英雄と呼ばれたこの男に食べられてしまうならばそれも本望だ。最後には両眼だけ残しておいてくれればいいのだ、この方のことを最後まで見ることができるように。
狂気的な願望が、エリンの口の端をつりあげた。英雄様は昔から不思議そうにしていたが、私たちにとってはこれが正常だ。
命を賭けて国と未来を守ってくださった英雄様に、自分たちが体と命をお預けするのは当然のこと。たとえ苦しくても、英雄様がいらっしゃらなければそもそも私たちはこの世にいなかったのだから、全てを捧げなさい。
幼い頃からそう教わってきたし、その教育にいっさい疑問を持たなかった。
英雄様がいなければ、この国そのものが滅びていたことは明白だ。そんな未曾有の危機を救ったからこそ、この方は英雄と呼ばれ、慕われている。
誰もがこの方に献身的に尽くすことを夢見ては、生贄として選ばれた人を羨ましそうに見送るのだ。食われるごときで弱音を吐くなんぞもってのほか。英雄様の一部になれることは、この上ない喜びでしかない。

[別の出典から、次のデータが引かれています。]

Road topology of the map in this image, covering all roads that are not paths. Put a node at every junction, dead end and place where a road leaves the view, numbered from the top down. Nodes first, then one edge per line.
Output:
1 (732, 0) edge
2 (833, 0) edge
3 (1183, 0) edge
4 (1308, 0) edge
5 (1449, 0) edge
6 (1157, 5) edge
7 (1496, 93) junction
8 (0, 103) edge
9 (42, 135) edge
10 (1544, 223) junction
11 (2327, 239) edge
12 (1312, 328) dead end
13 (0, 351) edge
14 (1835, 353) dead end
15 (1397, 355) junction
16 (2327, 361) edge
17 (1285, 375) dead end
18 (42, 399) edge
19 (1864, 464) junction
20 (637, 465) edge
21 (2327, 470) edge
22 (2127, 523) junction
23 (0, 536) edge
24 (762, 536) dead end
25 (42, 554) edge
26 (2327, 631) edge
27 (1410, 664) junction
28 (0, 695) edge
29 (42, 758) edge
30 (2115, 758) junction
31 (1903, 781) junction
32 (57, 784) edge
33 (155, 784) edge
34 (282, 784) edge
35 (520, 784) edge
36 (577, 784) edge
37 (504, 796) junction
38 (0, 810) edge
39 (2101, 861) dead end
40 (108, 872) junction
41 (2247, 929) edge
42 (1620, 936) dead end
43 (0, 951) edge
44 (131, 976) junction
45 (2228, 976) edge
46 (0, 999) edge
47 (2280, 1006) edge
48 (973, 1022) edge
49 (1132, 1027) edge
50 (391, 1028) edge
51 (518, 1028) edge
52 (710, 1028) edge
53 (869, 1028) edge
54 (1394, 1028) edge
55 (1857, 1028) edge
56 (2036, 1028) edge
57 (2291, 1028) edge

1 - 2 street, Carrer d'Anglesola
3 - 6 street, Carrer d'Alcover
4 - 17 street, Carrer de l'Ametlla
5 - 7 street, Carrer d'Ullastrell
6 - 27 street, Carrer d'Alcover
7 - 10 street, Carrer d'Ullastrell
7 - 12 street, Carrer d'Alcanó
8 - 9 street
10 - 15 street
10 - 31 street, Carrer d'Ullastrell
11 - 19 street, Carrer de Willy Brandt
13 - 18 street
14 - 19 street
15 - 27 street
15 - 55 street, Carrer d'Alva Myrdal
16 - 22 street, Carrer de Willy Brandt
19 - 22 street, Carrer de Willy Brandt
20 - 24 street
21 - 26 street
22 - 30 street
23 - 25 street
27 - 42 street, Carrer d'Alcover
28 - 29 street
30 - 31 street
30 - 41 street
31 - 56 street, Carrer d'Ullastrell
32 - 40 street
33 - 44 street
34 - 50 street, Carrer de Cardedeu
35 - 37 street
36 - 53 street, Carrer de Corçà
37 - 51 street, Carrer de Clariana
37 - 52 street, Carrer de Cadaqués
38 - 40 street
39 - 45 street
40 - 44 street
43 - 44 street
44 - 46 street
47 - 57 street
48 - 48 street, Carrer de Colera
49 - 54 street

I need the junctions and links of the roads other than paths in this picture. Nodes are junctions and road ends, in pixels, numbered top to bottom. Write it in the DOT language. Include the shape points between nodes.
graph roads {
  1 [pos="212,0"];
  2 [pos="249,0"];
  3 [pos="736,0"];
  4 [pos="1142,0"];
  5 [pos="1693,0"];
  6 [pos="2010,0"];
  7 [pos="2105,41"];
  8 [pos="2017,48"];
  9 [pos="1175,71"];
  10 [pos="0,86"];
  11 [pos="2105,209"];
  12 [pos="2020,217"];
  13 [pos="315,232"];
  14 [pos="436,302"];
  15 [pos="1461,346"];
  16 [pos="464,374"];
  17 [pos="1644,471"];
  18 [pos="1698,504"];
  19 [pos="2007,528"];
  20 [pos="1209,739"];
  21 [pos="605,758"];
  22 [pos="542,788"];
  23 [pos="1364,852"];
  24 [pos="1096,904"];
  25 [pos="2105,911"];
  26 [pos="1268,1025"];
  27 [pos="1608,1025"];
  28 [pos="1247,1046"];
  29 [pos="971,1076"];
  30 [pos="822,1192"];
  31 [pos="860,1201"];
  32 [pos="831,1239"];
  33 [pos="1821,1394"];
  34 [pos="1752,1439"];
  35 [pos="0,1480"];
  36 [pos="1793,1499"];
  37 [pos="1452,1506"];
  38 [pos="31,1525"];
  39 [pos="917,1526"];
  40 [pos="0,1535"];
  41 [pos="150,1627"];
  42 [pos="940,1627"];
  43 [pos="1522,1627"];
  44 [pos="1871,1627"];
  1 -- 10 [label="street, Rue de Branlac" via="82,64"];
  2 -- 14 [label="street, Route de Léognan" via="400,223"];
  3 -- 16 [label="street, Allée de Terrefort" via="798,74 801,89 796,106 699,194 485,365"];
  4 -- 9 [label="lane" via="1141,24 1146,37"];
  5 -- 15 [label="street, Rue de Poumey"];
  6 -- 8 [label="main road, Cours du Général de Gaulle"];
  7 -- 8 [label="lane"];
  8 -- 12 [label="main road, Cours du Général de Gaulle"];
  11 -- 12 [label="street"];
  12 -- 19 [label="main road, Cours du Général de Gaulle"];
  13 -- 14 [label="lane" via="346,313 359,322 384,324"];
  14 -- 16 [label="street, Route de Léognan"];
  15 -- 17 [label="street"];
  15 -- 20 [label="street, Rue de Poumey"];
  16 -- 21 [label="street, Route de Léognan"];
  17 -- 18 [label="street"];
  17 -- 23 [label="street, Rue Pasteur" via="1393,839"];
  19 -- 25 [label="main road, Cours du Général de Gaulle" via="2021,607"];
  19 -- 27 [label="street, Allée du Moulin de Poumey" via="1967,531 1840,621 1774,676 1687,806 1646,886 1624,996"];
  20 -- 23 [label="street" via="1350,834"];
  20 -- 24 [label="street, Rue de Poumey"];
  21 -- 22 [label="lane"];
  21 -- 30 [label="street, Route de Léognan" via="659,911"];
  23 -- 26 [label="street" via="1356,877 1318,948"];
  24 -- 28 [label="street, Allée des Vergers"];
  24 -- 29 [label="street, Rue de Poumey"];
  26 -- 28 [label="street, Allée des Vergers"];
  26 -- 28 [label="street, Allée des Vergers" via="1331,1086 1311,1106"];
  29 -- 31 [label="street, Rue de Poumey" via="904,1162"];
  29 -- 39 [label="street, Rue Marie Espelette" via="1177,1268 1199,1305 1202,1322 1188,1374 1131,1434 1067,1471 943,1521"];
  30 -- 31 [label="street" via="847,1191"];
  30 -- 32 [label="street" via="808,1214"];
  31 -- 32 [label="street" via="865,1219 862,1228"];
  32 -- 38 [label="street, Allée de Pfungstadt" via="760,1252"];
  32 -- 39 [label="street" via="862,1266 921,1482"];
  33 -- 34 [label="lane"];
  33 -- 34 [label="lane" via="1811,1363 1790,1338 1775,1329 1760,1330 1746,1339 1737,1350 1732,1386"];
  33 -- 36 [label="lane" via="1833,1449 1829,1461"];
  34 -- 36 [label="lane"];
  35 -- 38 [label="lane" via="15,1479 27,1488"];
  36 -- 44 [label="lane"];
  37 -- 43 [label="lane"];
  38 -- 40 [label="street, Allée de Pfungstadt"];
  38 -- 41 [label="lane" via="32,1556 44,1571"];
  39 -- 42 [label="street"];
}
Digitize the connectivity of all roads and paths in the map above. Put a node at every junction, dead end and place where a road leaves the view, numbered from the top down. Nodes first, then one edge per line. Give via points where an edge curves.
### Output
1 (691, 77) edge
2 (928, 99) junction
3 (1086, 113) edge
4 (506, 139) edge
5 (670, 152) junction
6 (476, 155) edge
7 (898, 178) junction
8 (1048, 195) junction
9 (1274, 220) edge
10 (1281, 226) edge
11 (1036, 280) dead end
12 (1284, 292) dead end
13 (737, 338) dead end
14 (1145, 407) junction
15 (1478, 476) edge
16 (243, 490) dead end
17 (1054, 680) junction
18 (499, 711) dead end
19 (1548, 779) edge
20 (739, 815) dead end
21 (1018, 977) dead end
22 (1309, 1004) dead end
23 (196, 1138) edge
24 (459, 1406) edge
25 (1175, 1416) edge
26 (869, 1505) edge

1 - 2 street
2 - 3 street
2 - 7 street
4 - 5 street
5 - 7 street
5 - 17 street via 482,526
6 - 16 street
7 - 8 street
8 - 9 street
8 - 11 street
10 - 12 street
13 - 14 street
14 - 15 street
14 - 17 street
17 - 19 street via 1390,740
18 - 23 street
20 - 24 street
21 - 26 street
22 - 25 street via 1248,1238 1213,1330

エリンは、自分のことを貪り食う男のことをうっとりと見つめていた。意識がだんだんおぼろげになっていくことだけが、ひどく悔しい。両眼と一緒に意識だけでも残しておくことはできないのだろうか。英雄様のご尊顔を拝むには、確かに視力だけでは足りない。今更ながらに気づいて後悔してきた。
それでも、この肉体が英雄様に食べてもらえることへの至上の幸福感が消えることはない。視界が赤く染まって。意識が遠のいていく。耳鳴りの奥で、咀嚼音が聞こえる。
──ぐちゃぐちゃ、ぐちゃぐちゃ、と。